11633/2014; 17442/2017; SS.UU. 25506/2006), secondo cui la qualificazione edificatoria rileva ai fini tributari in base alla mera classificazione urbanistica, indipendentemente dalla concreta possibilità di edificare.
Proprio muovendo da tale premessa, condivisibile e non contestata, la Corte compie però un passaggio decisivo: evidenzia come, nel caso concreto, l'area, pur formalmente ricadente in zona C, sia gravata da vincoli urbanistici di tale consistenza da ridurne drasticamente la reale potenzialità edificatoria.
Vengono puntualmente richiamate le aree da cedere gratuitamente al Comune per infrastrutture e standard urbanistici, nonché le superfici destinate a verde pubblico, che costituiscono un limite oggettivo e non eludibile nella determinazione del valore venale.

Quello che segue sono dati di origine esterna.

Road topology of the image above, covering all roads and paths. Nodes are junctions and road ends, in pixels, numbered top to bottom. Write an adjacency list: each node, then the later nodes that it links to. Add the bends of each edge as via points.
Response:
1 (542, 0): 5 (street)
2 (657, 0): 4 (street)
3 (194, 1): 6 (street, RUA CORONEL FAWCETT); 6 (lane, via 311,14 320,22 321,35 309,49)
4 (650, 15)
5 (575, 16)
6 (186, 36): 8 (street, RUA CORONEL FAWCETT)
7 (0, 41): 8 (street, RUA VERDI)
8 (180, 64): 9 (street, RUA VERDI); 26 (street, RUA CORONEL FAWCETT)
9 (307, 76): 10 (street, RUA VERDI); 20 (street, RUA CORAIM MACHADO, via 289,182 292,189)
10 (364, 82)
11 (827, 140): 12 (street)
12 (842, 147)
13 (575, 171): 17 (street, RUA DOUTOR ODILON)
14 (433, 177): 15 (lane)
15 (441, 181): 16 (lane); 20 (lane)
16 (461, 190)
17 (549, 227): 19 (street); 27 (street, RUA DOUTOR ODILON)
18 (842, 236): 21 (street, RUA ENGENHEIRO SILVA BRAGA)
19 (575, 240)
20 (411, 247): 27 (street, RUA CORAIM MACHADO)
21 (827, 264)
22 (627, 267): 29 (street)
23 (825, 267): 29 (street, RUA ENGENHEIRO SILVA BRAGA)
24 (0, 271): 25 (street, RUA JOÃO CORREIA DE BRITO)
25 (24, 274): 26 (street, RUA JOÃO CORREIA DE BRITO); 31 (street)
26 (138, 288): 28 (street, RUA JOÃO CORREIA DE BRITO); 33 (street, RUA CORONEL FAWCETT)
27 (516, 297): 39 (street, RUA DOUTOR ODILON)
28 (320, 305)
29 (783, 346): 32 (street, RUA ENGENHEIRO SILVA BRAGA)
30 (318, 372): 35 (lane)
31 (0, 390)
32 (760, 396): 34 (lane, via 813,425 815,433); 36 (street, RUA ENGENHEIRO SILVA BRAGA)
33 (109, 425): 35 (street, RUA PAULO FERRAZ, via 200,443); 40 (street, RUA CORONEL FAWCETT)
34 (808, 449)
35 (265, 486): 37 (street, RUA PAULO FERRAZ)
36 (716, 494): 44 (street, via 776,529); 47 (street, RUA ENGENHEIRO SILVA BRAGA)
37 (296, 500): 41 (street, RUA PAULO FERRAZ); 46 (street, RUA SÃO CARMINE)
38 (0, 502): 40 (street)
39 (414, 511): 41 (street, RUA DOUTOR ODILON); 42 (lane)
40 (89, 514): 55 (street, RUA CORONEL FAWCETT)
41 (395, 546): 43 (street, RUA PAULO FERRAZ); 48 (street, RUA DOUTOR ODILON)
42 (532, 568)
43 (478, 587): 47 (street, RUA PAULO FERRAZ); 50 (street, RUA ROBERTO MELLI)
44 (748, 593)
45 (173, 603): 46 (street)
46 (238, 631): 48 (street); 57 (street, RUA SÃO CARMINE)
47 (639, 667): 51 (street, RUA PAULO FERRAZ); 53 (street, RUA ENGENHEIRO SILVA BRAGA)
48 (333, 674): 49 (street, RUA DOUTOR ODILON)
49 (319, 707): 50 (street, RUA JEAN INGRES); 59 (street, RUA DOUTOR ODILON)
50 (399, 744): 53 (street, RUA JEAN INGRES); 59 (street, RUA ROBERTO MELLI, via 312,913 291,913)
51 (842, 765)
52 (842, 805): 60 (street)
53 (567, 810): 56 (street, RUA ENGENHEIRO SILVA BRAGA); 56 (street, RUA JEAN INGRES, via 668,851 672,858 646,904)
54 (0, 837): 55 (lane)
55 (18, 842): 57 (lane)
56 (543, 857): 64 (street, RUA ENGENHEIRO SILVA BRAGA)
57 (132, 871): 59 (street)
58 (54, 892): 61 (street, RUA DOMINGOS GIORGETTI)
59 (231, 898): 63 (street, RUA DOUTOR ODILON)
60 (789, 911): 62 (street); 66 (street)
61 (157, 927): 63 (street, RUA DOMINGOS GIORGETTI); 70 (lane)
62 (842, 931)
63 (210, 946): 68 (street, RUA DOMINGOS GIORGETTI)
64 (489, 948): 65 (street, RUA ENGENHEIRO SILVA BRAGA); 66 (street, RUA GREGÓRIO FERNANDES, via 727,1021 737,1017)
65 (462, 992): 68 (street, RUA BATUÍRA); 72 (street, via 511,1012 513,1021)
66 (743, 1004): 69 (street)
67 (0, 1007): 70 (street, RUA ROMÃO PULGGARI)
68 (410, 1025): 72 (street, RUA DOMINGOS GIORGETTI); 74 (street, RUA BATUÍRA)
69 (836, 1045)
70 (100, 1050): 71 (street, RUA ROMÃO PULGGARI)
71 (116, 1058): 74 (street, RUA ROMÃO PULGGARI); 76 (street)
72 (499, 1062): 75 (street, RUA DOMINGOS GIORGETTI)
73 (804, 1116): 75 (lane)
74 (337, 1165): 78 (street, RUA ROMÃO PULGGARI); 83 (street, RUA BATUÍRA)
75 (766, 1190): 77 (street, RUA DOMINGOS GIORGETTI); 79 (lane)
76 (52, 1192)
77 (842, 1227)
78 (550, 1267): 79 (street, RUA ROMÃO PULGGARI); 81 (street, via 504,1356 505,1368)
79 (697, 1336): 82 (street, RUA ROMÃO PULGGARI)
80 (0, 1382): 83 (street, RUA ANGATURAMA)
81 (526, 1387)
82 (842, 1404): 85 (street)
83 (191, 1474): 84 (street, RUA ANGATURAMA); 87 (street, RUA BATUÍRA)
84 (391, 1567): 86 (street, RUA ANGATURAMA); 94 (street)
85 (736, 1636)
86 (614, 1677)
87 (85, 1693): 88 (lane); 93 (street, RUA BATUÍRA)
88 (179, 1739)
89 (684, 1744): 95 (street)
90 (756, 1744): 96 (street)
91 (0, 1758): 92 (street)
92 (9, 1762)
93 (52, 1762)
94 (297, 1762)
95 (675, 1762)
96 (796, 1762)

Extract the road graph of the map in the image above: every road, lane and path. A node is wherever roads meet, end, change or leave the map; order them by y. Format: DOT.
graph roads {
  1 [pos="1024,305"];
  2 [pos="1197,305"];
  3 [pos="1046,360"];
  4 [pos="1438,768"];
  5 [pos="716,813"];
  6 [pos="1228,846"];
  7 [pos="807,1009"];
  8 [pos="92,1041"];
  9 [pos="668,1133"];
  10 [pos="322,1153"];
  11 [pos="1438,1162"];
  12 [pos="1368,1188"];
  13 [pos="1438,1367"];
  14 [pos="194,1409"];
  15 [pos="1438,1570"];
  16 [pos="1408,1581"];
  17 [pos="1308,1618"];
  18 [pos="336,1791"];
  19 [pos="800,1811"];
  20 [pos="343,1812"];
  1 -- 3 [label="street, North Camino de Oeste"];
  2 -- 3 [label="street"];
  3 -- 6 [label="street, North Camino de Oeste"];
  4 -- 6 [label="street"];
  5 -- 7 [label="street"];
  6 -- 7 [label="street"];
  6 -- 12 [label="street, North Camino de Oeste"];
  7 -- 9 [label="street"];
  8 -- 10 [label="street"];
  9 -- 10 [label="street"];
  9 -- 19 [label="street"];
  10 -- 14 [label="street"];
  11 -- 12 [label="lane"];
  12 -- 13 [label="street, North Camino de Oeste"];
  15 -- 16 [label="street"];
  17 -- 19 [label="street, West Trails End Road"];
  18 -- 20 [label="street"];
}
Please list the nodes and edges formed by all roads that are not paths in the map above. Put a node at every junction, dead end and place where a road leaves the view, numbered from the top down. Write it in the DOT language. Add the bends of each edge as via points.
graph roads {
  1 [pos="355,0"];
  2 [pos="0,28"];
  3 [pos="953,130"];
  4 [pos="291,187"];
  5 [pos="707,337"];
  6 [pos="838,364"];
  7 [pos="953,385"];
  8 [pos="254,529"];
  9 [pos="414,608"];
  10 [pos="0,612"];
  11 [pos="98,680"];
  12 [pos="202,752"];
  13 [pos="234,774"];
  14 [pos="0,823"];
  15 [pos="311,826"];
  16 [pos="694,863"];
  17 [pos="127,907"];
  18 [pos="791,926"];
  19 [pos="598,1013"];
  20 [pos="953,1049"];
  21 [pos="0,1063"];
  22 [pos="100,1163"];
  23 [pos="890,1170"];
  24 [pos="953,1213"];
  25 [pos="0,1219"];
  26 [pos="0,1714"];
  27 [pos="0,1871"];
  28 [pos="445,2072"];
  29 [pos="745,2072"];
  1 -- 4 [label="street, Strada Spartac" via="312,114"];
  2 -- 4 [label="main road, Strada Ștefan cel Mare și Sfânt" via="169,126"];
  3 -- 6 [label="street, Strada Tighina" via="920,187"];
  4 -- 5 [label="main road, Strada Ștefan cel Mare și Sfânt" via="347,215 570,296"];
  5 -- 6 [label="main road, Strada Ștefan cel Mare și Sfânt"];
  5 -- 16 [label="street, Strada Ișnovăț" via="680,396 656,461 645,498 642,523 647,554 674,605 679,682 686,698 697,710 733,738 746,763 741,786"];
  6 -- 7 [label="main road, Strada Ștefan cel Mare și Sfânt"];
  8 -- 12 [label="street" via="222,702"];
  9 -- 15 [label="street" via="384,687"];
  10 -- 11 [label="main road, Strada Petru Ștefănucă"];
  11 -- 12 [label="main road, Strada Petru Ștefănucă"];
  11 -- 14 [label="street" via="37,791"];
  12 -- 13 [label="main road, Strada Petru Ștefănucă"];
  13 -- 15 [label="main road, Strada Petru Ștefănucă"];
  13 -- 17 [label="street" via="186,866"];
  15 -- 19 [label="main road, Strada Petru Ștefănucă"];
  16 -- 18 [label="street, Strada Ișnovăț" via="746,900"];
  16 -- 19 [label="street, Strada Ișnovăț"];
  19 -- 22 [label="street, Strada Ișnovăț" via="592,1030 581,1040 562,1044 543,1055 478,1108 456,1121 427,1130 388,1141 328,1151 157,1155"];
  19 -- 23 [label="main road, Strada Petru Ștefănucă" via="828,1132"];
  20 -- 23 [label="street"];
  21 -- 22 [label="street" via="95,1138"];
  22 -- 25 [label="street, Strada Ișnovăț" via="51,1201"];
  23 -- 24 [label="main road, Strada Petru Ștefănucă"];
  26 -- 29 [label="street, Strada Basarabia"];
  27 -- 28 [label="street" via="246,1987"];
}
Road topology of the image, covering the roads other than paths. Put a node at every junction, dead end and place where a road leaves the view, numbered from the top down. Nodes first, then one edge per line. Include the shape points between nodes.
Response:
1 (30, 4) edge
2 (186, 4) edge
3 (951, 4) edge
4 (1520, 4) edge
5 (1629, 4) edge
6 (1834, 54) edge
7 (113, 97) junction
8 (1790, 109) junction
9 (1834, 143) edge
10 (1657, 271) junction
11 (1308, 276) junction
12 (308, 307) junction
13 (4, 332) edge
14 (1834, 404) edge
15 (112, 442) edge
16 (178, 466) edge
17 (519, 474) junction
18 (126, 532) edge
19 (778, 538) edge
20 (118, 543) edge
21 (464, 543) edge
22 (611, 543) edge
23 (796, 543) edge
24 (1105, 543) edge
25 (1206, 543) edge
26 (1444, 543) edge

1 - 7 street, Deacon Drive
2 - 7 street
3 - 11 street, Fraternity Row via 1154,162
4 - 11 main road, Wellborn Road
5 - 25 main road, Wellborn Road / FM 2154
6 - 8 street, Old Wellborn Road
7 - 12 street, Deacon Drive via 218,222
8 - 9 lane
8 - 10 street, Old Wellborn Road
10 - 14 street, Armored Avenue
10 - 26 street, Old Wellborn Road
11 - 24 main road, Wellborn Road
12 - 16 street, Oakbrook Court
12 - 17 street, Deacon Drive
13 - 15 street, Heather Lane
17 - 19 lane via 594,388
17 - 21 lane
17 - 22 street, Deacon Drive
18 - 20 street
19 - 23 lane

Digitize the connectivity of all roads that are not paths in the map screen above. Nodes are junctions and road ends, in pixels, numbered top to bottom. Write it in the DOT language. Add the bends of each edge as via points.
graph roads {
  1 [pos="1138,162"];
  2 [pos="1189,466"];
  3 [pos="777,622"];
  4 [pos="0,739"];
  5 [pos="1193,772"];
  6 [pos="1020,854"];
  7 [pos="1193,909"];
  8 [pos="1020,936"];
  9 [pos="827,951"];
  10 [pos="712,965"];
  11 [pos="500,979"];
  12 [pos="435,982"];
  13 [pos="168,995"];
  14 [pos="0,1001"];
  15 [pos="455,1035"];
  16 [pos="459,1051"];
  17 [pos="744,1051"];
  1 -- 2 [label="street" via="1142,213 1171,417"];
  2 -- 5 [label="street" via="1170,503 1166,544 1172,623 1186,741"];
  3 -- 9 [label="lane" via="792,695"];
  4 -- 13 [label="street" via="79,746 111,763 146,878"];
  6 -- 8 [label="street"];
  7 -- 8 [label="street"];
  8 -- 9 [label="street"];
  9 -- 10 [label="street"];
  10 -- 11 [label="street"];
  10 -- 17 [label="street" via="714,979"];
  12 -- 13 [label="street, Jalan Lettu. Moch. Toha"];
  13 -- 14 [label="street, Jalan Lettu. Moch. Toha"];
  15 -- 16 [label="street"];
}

In questo quadro, il primo giudice valorizza correttamente lo strumento urbanistico che impone la cessione gratuita del 63% dell'intero comparto per attrezzature pubbliche: una previsione che incide in modo evidente sul valore di mercato del terreno e che non può essere trascurata nella stima ai fini IMU. Coerentemente, la perizia tecnica prodotta dalla contribuente è ritenuta attendibile, perché ancorata a tali vincoli e alle effettive condizioni del mercato locale.
Al contrario, la stima comunale si fonda su valori tabellari fissati dalla delibera di Giunta e su parametri generali del PRG, senza alcuna analisi del caso concreto.
Il Comune, come correttamente rilevato in primo grado e ribadito in sede di appello, non ha fornito prova della correttezza del maggior valore accertato, limitandosi a richiamare criteri astratti che non considerano la particolare incidenza dei vincoli gravanti sul bene.
Il richiamo alle Sezioni Unite e alla giurisprudenza successiva è pienamente coerente: l'edificabilità discende sì dalla classificazione urbanistica, ma il valore venale deve essere determinato in base alla concreta potenzialità edificatoria dell'area, tenendo conto degli oneri e dei vincoli specifici.
In definitiva, pur trattandosi di area formalmente edificabile, la presenza di vincoli così ampi – cessione gratuita della maggior parte del lotto e assenza di immediata trasformabilità – impone, come correttamente affermato in primo grado, una significativa riduzione del valore venale ai fini IMU.
La decisione impugnata è, dunque, pienamente conforme ai principi di diritto e alle peculiarità del caso concreto.
Tanto premesso, e ribadite le considerazioni svolte, assorbite le residue eccezioni, l'appello va rigettato.
Nulla per le spese, stante la mancata costituzione in giudizio del contribuente appellato.
P.Q.M.
respinge l'appello. Nulla per le spese e competenze del grado.